**TASK TO COMPLETE**
Return each line of the material below exactly. Begin at the first and end on the line with "Annotation task. Build".

Start of DATA PROVIDED

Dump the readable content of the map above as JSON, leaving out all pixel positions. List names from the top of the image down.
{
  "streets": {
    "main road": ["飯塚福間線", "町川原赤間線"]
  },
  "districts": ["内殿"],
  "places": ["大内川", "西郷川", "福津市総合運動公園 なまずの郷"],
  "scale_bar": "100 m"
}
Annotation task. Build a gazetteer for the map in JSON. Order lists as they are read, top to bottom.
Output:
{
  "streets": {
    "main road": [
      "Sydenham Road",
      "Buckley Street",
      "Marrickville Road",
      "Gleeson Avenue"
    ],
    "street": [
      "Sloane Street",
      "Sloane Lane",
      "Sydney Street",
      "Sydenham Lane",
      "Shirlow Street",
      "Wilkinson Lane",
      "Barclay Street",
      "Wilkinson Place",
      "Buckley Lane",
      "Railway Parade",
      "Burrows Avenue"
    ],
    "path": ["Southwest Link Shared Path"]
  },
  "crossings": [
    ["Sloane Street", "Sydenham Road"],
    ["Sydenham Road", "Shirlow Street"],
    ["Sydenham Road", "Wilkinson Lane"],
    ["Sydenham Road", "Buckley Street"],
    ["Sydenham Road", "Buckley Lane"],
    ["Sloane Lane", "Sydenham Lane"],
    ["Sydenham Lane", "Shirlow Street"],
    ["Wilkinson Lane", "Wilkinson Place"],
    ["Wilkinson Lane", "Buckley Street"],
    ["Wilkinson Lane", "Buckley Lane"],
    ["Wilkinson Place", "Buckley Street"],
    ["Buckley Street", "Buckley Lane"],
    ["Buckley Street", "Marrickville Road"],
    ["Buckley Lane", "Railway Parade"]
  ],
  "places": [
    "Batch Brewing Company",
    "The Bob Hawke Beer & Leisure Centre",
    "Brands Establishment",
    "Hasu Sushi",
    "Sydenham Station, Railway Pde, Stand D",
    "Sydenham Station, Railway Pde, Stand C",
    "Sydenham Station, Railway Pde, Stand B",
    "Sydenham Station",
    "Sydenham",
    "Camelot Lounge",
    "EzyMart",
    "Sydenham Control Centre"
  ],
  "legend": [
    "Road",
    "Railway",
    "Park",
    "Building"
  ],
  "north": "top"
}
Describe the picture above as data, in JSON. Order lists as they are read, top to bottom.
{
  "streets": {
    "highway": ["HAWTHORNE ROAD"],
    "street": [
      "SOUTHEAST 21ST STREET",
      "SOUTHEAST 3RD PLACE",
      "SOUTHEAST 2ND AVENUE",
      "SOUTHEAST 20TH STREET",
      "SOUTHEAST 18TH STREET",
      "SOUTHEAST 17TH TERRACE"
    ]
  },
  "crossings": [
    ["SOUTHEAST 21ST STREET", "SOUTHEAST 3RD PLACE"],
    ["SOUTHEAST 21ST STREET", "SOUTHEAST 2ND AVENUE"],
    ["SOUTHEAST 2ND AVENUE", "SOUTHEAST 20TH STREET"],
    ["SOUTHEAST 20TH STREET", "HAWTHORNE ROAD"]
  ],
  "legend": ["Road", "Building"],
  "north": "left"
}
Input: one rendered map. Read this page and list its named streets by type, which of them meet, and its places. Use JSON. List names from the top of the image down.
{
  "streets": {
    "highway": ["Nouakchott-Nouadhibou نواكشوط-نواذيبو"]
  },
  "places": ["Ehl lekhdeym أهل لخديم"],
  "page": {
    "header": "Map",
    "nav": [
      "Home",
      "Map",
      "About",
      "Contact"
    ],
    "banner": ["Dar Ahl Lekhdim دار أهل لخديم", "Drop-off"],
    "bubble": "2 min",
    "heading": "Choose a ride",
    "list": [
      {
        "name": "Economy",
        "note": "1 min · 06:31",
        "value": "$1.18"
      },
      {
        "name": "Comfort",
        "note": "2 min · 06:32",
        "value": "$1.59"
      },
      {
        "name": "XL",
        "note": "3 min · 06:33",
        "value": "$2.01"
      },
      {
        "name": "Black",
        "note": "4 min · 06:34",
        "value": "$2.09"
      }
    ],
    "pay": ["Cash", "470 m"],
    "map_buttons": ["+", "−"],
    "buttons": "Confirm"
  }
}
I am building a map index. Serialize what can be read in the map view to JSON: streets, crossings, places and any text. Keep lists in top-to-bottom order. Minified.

End of DATA PROVIDED

**EXPECTED ANSWER**
Dump the readable content of the map above as JSON, leaving out all pixel positions. List names from the top of the image down.
{
  "streets": {
    "main road": ["飯塚福間線", "町川原赤間線"]
  },
  "districts": ["内殿"],
  "places": ["大内川", "西郷川", "福津市総合運動公園 なまずの郷"],
  "scale_bar": "100 m"
}
Annotation task. Build a gazetteer for the map in JSON. Order lists as they are read, top to bottom.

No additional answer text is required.